- _Problem statement_: Scan the entries for the word "Logan" and return every line that has it.

##############################

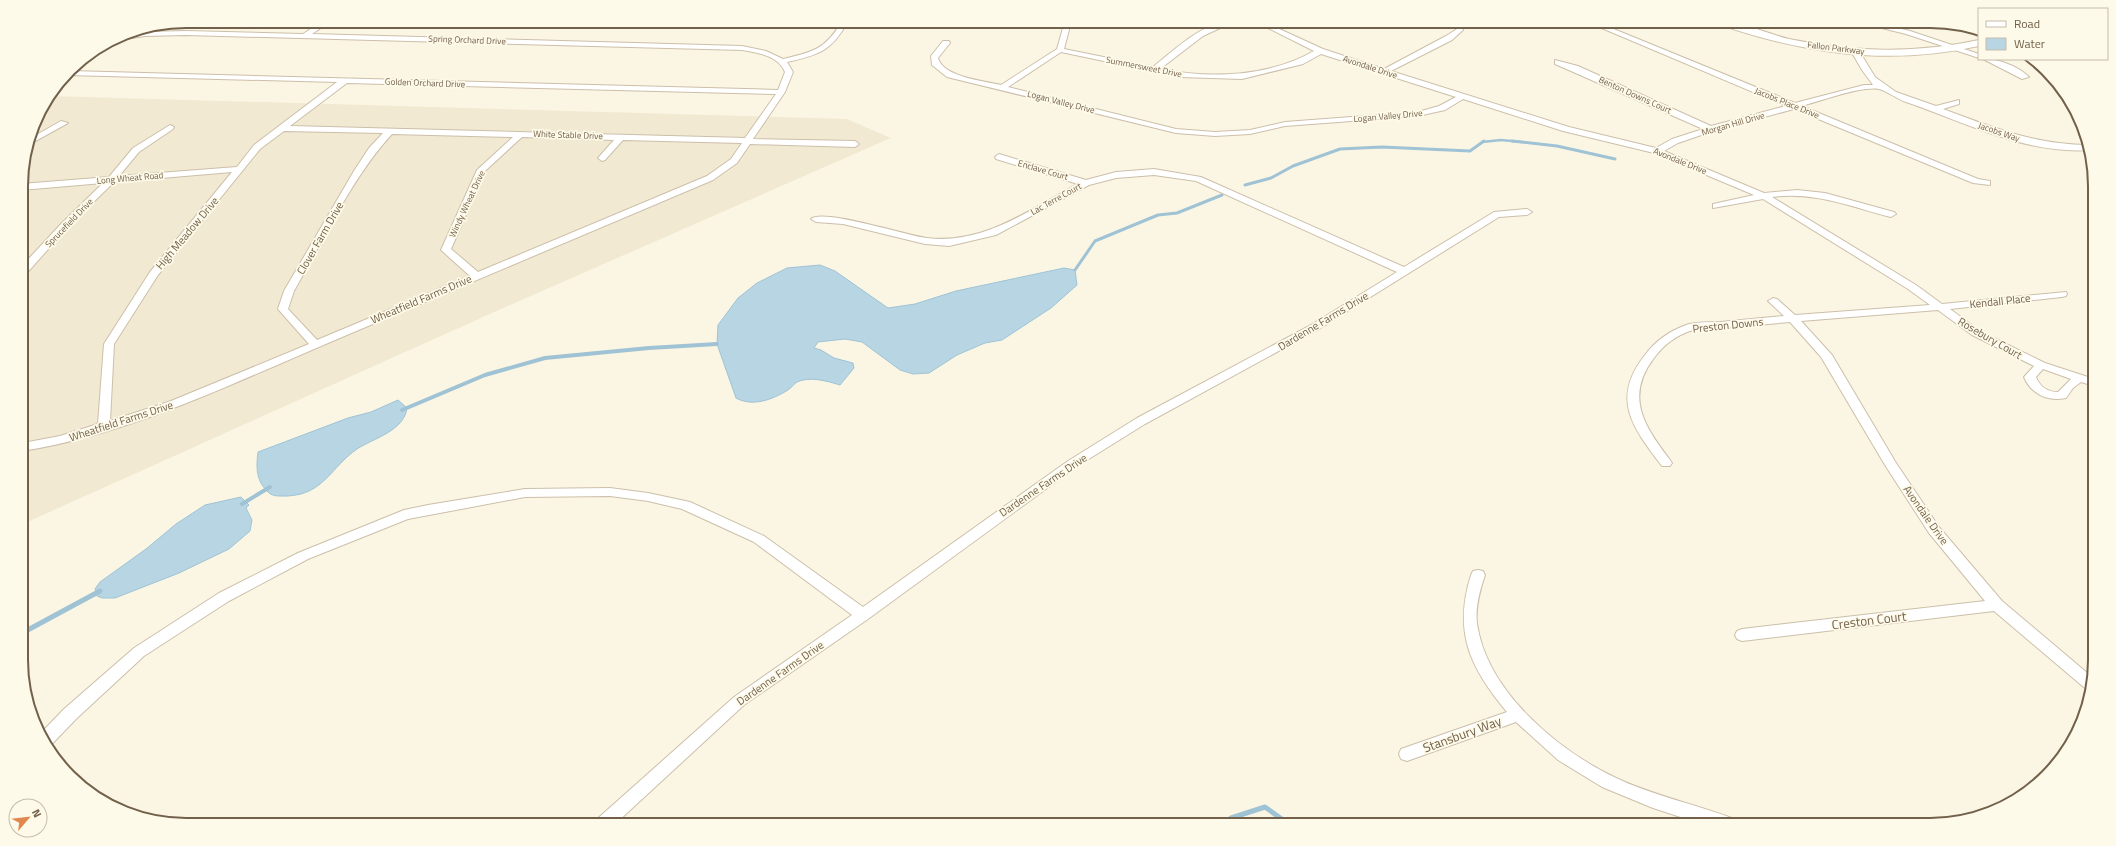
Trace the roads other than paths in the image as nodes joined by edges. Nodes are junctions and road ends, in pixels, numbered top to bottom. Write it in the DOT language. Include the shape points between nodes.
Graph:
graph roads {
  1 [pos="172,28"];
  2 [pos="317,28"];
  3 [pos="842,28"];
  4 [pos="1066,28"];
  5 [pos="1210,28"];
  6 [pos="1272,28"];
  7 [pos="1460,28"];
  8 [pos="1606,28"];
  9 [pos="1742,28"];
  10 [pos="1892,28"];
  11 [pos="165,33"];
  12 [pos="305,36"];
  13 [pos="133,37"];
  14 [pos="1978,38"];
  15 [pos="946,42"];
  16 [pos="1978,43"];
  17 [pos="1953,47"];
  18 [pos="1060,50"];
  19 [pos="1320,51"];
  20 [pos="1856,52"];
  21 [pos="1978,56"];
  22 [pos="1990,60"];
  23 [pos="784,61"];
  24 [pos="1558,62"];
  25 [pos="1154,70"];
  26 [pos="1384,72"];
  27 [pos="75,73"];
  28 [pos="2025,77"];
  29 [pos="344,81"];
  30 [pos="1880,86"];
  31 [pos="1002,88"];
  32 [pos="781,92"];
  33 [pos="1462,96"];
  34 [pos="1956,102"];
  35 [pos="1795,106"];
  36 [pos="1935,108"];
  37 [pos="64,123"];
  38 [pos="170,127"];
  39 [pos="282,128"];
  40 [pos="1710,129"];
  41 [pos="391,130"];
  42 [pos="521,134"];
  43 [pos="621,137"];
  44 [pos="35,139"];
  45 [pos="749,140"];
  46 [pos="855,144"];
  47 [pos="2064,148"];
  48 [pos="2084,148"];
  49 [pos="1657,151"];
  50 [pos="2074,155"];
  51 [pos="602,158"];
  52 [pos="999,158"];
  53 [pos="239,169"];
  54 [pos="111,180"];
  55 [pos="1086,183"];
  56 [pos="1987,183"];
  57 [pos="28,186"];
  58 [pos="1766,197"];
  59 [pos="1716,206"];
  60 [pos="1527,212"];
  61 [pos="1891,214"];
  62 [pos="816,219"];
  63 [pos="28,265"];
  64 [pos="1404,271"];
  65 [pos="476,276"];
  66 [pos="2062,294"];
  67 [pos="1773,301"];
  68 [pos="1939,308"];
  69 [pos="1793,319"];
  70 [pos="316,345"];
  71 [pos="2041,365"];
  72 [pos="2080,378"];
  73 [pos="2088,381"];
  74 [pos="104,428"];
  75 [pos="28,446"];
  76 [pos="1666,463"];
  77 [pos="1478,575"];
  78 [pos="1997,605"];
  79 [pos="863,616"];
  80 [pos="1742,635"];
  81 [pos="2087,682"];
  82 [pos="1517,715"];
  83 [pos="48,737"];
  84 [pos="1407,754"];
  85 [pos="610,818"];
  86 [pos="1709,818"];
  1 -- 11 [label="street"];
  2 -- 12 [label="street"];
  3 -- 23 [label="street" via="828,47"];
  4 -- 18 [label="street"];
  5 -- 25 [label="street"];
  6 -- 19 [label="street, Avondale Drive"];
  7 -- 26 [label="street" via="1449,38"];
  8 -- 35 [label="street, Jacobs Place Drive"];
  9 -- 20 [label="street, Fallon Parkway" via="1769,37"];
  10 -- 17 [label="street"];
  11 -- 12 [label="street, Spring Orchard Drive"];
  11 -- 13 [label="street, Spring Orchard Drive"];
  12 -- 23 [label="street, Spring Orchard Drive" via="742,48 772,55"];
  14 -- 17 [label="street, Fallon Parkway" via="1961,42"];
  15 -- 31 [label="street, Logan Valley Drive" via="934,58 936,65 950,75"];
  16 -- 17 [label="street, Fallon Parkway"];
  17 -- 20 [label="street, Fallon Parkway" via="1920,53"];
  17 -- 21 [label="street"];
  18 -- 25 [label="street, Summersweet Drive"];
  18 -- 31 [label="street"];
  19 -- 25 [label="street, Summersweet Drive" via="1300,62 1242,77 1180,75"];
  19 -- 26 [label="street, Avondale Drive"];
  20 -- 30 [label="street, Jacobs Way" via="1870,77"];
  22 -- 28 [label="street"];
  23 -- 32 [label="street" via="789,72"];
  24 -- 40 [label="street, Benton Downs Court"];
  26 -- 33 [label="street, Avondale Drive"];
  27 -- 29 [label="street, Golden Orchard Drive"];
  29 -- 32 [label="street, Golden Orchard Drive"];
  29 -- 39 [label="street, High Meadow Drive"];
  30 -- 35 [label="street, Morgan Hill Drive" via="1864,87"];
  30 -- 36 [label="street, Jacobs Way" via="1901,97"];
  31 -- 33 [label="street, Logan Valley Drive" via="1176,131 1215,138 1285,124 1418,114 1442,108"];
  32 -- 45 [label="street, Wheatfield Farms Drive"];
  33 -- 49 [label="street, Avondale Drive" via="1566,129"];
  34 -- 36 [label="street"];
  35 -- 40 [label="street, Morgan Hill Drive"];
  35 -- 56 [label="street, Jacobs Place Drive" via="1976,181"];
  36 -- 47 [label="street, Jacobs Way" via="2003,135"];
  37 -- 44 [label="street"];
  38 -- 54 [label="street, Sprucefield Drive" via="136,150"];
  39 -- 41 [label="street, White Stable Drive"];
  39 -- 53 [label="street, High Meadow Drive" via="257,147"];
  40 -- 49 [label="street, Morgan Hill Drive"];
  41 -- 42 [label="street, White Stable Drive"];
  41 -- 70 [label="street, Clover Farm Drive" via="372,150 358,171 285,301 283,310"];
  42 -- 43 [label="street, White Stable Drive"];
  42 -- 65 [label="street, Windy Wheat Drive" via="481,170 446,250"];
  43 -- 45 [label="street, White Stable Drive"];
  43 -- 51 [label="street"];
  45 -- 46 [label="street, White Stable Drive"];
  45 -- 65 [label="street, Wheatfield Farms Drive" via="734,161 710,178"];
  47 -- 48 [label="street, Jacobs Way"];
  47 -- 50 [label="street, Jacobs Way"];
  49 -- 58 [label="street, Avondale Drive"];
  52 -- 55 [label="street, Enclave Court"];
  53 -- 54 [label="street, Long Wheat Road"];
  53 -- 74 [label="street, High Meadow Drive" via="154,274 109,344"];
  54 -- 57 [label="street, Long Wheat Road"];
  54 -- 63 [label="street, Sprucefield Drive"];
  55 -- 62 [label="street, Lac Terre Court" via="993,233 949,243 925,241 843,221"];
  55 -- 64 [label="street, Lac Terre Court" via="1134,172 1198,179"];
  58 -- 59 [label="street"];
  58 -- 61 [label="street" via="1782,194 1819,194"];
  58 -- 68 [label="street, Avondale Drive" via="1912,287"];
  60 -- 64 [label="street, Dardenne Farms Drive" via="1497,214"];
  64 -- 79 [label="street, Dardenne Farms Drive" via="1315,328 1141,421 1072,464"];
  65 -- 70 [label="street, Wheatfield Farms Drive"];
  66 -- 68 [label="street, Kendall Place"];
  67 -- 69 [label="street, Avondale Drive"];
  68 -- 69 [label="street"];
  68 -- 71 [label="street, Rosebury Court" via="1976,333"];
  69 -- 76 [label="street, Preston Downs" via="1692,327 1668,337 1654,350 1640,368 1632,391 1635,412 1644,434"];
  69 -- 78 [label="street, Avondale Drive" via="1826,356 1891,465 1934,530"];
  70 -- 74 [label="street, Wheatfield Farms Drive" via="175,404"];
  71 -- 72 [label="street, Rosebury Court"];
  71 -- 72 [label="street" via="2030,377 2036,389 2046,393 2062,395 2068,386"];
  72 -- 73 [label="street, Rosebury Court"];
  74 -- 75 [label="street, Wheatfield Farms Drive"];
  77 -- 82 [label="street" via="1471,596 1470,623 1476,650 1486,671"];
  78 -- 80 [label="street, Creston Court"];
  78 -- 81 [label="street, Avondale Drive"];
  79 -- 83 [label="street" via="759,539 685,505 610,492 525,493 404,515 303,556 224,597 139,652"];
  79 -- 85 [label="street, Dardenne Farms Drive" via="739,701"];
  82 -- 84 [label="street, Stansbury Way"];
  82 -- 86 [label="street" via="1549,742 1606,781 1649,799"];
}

##############################

- _Output for this exercise_:
  15 -- 31 [label="street, Logan Valley Drive" via="934,58 936,65 950,75"];
  31 -- 33 [label="street, Logan Valley Drive" via="1176,131 1215,138 1285,124 1418,114 1442,108"];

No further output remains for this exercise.